Instructions for the task:
Copies of all lines that contain "Plain" are needed; take them from the data below.
=== Section Start ===
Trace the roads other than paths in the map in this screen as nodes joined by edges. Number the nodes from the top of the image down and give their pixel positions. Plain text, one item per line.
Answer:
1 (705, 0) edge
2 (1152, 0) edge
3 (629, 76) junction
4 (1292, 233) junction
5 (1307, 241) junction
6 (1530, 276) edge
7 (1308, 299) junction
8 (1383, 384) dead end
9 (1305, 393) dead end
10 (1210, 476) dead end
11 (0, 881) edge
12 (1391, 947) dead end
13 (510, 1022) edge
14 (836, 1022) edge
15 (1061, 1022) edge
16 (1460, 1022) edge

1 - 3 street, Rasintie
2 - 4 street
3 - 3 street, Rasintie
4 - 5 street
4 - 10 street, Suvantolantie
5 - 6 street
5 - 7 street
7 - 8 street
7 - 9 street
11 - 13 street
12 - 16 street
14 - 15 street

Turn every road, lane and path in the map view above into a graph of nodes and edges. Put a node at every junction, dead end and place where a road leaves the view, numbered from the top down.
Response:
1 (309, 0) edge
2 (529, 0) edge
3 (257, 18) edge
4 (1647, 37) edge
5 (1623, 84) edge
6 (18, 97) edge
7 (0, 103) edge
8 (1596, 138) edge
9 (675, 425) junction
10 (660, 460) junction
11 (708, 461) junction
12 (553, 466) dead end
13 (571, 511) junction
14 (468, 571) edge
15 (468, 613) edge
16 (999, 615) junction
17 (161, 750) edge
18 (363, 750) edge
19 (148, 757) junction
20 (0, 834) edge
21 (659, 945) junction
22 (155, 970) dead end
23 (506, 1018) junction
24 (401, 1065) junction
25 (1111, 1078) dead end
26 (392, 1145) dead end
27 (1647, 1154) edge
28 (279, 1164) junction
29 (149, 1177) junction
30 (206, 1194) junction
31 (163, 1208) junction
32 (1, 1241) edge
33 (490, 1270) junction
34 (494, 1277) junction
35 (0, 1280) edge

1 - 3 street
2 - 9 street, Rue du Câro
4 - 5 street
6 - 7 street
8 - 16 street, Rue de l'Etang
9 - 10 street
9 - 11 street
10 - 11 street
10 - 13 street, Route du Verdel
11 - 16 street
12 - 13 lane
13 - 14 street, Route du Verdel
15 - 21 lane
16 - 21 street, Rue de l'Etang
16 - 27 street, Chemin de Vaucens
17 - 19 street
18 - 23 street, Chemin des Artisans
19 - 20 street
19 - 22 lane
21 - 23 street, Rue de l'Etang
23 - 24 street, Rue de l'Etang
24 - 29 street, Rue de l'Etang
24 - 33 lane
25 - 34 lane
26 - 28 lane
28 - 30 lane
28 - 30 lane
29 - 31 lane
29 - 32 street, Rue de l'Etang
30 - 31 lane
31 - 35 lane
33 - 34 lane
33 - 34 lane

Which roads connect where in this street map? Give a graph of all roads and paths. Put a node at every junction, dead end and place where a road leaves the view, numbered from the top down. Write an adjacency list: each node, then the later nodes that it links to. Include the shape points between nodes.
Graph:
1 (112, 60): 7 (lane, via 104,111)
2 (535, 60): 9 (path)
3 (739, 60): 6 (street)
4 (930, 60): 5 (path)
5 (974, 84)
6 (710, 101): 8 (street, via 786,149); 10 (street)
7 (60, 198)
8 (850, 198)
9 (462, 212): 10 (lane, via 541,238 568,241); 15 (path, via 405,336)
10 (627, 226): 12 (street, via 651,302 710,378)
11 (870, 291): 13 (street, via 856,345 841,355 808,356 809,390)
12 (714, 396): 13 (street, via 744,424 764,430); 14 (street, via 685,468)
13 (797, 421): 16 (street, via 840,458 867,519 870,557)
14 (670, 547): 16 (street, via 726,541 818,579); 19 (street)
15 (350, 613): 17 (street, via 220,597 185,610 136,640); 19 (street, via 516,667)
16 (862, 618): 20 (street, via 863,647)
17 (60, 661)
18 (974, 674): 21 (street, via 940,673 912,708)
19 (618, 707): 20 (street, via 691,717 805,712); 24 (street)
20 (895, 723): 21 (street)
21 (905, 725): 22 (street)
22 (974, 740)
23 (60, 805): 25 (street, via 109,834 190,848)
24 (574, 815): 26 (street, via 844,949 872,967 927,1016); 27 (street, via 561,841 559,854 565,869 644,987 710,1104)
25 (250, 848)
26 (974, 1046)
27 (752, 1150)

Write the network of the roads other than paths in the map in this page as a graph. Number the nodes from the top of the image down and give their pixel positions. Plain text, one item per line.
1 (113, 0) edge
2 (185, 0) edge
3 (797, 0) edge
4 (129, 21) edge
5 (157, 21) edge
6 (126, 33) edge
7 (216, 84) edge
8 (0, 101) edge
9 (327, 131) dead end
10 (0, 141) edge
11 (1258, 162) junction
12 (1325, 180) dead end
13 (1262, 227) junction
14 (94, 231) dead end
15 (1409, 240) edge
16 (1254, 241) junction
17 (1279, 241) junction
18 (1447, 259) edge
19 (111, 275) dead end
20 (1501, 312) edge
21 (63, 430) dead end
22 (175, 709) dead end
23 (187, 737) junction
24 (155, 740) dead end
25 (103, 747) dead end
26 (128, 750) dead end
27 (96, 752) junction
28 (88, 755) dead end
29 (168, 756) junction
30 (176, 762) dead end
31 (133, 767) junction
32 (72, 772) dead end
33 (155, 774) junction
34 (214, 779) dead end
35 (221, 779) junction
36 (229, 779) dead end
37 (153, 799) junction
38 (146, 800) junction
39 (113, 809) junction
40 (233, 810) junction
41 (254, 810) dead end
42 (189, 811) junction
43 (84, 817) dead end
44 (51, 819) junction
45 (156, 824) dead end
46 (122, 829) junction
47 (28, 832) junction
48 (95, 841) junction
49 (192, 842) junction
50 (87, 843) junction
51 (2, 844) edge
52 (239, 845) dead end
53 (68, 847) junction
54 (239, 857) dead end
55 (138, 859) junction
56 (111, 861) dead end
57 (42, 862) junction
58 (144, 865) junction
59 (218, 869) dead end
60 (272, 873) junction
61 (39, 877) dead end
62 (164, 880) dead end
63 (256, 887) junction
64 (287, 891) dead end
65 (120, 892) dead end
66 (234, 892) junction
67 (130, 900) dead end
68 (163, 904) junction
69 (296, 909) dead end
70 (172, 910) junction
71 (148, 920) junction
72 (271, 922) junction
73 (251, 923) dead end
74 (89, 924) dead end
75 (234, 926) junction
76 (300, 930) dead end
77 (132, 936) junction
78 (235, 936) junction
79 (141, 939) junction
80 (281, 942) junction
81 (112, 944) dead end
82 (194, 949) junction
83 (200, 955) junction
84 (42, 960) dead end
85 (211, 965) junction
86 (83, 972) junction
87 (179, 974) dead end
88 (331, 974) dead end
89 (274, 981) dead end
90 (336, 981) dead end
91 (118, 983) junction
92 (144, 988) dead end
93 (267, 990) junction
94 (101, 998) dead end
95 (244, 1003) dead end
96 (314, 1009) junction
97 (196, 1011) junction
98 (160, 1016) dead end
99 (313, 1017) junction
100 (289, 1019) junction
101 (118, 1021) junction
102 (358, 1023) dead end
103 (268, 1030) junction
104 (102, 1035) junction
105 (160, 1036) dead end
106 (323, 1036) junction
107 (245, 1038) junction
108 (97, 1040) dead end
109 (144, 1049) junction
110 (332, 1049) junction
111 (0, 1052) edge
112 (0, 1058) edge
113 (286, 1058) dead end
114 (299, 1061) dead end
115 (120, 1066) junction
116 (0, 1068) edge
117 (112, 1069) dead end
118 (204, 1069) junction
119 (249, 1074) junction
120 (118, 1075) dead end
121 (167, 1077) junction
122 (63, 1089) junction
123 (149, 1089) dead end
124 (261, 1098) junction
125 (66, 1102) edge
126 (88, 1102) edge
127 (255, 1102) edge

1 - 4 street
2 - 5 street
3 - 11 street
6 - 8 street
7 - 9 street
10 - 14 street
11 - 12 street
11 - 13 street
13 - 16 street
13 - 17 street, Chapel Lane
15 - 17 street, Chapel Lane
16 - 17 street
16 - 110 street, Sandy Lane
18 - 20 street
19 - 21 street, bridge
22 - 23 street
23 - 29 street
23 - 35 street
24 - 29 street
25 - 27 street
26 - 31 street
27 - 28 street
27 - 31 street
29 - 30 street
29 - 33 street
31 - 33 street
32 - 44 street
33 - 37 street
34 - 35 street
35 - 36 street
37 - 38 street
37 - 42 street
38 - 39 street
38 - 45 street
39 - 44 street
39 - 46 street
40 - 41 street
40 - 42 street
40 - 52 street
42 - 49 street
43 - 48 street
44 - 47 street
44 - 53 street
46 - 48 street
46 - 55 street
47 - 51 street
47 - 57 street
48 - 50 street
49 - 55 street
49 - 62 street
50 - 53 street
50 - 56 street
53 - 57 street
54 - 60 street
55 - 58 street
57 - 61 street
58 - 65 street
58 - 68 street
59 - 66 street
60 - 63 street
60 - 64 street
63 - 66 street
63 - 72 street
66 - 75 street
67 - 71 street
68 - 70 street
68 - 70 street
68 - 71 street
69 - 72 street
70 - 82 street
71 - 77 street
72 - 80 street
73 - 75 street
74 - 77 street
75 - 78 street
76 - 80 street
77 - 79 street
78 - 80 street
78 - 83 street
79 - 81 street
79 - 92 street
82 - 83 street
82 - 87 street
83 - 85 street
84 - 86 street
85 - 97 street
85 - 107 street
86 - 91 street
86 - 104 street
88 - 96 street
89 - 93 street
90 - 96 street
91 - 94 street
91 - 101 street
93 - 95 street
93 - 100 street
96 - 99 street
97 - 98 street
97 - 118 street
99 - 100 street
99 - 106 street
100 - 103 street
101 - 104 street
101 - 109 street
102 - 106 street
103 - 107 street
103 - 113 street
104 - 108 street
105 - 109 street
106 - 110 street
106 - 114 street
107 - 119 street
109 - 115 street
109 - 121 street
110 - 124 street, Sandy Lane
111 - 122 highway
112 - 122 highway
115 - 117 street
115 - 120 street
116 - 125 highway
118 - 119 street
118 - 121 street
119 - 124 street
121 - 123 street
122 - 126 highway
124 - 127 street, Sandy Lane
=== Section End ===
Answer box:
Trace the roads other than paths in the map in this screen as nodes joined by edges. Number the nodes from the top of the image down and give their pixel positions. Plain text, one item per line.
Write the network of the roads other than paths in the map in this page as a graph. Number the nodes from the top of the image down and give their pixel positions. Plain text, one item per line.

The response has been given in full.